AWS VPC Connectivity: Peering, TGW & PrivateLink

I have had the same conversation dozens of times. A team comes to me because their AWS networking is a mess. They cannot deploy a new service without a two-week ticketing process to get network access provisioned. Their VPC peering connections number in the hundreds. Half of their security groups are wide open to entire VPC CIDRs because nobody wanted to bother with fine-grained rules. And whenever they try to onboard a new account, they discover that the new VPC’s CIDR block overlaps with three existing ones.

The root cause is almost always the same: nobody made a deliberate decision about VPC connectivity architecture early on. They started with VPC peering because it was the obvious first option, kept adding more as the organization grew, and eventually ended up with an O(n^2) peering mesh that nobody fully understands.

AWS offers four distinct connectivity mechanisms for VPC-to-VPC and service-to-service access: VPC Peering, Transit Gateway, PrivateLink, and the newer VPC Lattice. Each one solves a different problem. Choosing the right tool for the job is not complicated if you understand what problem each one is actually designed to solve.

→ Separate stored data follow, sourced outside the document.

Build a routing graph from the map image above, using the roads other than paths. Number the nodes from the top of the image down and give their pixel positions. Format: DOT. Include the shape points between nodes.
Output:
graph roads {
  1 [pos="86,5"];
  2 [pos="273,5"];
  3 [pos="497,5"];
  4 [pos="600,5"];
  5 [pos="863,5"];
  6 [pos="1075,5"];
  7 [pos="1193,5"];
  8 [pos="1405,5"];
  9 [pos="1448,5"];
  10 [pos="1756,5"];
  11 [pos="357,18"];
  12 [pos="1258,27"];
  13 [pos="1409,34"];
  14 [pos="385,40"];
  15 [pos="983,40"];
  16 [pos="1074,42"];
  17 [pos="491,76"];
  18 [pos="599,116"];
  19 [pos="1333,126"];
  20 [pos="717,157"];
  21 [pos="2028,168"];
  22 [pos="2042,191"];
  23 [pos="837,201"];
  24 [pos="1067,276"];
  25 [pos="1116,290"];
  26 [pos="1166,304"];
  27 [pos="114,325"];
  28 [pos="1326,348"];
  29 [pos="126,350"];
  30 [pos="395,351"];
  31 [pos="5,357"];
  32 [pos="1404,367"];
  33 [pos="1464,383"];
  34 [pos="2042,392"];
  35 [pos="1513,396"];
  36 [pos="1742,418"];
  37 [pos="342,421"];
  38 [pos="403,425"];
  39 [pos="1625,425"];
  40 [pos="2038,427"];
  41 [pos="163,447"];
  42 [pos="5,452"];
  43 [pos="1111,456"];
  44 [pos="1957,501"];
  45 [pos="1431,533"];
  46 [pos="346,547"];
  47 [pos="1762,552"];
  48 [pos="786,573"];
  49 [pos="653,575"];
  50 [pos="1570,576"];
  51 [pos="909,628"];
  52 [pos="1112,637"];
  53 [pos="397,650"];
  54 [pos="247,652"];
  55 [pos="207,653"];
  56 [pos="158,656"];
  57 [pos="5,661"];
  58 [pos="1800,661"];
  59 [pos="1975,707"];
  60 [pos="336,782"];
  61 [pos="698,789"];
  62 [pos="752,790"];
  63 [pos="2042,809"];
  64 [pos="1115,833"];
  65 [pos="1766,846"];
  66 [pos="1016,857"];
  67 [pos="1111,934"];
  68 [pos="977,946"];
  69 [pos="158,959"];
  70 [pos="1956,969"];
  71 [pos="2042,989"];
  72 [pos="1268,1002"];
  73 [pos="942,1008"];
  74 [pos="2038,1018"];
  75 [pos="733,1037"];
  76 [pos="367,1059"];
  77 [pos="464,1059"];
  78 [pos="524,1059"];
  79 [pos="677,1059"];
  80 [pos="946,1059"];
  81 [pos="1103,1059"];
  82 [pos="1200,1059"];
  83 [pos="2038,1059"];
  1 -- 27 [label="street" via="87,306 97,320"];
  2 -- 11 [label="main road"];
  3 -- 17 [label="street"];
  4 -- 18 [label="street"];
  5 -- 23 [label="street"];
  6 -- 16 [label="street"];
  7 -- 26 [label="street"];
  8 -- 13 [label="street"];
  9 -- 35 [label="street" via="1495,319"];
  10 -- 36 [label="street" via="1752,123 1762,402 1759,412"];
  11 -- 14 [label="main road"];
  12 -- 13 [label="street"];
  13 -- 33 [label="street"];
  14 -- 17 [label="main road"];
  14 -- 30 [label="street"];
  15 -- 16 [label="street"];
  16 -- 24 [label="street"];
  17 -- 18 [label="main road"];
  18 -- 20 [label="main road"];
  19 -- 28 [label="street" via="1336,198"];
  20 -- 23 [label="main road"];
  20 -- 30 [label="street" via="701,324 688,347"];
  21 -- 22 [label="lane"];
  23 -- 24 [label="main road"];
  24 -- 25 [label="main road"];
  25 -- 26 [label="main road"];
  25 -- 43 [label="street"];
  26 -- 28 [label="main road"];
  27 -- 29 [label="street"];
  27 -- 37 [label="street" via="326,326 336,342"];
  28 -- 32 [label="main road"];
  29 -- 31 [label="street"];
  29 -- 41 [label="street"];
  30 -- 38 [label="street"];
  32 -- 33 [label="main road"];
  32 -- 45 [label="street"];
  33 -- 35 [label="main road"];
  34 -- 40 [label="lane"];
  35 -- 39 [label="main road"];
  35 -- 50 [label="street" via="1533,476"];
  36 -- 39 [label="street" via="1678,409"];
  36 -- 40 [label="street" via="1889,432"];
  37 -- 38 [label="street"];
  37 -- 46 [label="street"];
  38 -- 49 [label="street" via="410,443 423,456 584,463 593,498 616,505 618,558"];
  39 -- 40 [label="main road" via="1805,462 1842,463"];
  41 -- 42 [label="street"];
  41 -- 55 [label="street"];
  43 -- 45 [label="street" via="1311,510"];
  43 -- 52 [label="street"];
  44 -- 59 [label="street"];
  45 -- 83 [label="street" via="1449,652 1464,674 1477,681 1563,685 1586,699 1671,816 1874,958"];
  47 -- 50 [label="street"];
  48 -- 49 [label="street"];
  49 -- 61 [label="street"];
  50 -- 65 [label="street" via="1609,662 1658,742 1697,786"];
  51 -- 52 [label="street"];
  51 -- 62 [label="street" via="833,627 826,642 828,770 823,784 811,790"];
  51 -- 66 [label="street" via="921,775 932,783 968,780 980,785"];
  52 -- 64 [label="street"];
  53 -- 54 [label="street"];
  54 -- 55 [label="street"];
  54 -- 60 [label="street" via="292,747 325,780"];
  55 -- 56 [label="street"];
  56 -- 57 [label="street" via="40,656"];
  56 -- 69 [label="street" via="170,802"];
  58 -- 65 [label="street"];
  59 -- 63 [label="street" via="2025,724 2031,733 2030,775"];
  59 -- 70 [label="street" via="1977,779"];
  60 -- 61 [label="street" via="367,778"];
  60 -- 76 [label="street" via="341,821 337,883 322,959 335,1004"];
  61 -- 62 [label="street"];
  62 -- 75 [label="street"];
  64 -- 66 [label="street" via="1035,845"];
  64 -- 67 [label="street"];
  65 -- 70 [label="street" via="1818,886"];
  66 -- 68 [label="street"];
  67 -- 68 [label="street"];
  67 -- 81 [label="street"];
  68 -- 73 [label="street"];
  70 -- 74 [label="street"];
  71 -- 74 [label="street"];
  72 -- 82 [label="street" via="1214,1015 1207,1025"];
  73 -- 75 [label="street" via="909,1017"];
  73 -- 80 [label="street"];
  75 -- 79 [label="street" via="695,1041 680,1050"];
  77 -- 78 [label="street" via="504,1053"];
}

The Foundation: VPC Peering

VPC Peering is the oldest and simplest mechanism. You establish a direct, private network connection between two VPCs. Traffic flows over AWS’s backbone network without traversing the internet, and you configure route tables in each VPC to direct traffic to the peer.

The appeal is obvious. VPC Peering is free (no hourly charges, you pay only for standard data transfer rates). Setup is straightforward: you create the peering connection, accept it on the other side, and add routes. Traffic is encrypted in transit. There is no single point of failure and no bandwidth bottleneck.

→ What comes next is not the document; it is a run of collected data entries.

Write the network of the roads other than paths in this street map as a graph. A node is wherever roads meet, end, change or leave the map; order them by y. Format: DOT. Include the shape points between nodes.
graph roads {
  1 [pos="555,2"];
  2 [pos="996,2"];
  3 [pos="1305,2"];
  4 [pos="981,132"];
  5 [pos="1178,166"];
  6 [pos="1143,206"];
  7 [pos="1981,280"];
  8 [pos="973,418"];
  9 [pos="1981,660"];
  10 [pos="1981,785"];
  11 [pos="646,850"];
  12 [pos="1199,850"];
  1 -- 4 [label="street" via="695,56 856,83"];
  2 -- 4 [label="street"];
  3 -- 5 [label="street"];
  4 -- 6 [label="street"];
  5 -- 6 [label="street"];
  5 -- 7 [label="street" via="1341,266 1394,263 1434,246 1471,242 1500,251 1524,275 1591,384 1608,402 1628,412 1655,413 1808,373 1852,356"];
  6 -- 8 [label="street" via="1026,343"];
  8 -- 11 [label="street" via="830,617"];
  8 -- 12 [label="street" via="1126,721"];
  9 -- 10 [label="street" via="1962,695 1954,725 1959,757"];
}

The problem is scale. VPC Peering is not transitive. If VPC A peers with VPC B, and VPC B peers with VPC C, traffic cannot flow from VPC A to VPC C through VPC B. Each VPC pair that needs connectivity requires its own explicit peering connection. The math here is brutal: n VPCs require n*(n-1)/2 peering connections for a full mesh. Twenty VPCs need 190 connections. Fifty VPCs need 1,225. At that scale, you are maintaining thousands of route table entries across hundreds of VPCs, and a single CIDR overlap anywhere in the mesh makes an entire segment of your connectivity impossible.

I use VPC Peering in two specific scenarios: connecting a small, fixed number of VPCs that will not grow (two or three at most), and connecting VPCs that need high-bandwidth, low-overhead connectivity where I want to avoid the per-byte processing fees that Transit Gateway adds. For a data-intensive workload transferring terabytes between two specific VPCs, VPC Peering is often the right answer. For anything that resembles a growing organizational network, it is a trap.

Understanding your CIDR block allocation strategy before creating any VPCs is critical here. Overlapping address spaces cannot be resolved after VPC Peering is established. I always recommend allocating from a dedicated corporate supernet before creating your first VPC, with clearly delineated ranges for each environment and region.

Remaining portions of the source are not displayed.